---------- DATA FOR THIS EXERCISE ----------
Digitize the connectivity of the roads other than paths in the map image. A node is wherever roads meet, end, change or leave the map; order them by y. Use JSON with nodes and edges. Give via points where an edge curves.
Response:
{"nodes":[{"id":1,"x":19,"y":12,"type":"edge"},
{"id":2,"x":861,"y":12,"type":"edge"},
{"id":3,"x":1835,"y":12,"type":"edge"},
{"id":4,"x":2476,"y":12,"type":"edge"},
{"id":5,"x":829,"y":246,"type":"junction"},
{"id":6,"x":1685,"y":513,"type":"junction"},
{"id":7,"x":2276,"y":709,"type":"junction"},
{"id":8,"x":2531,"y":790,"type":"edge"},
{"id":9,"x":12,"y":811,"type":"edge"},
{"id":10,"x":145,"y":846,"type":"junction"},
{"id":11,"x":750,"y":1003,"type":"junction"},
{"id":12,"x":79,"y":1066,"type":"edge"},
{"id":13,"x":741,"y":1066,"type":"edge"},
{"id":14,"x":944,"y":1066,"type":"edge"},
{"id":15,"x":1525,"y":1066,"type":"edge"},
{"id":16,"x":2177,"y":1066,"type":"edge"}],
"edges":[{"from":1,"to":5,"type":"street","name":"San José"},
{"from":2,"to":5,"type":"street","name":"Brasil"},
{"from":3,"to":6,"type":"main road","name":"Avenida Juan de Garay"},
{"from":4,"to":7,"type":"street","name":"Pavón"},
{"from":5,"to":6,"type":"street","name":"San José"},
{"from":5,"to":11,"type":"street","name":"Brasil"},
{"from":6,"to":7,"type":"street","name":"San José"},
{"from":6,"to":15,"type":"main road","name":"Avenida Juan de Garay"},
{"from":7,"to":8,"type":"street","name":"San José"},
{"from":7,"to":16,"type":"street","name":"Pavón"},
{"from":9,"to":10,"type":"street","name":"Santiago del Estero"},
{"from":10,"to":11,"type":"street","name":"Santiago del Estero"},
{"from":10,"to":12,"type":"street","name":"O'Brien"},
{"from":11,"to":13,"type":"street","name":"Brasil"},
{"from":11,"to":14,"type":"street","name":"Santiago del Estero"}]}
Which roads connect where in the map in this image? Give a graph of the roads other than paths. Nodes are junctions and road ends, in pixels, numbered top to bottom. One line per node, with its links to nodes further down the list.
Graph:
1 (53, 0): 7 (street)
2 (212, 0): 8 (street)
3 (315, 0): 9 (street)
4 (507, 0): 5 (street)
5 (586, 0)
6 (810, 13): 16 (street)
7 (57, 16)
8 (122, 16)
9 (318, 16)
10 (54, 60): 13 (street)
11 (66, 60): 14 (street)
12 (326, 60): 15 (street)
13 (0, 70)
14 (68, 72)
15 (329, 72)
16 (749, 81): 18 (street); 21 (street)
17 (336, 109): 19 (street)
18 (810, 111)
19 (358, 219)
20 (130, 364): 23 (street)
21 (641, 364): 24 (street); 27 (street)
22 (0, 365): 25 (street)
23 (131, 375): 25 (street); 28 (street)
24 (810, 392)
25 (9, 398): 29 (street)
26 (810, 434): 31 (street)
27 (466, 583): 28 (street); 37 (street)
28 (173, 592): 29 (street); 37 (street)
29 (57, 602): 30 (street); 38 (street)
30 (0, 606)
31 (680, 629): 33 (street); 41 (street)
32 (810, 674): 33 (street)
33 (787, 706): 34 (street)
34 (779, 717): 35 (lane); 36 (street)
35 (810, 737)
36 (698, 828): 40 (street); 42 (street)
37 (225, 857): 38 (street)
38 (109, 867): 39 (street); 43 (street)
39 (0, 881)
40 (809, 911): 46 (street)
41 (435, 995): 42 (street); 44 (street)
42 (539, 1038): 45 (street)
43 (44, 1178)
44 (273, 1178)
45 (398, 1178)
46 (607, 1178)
----------
ABOUT THIS TASK: The answer should consist of every line above in which "where" appears.

OUTPUT FOR THIS TASK:
Digitize the connectivity of the roads other than paths in the map image. A node is wherever roads meet, end, change or leave the map; order them by y. Use JSON with nodes and edges. Give via points where an edge curves.
Which roads connect where in the map in this image? Give a graph of the roads other than paths. Nodes are junctions and road ends, in pixels, numbered top to bottom. One line per node, with its links to nodes further down the list.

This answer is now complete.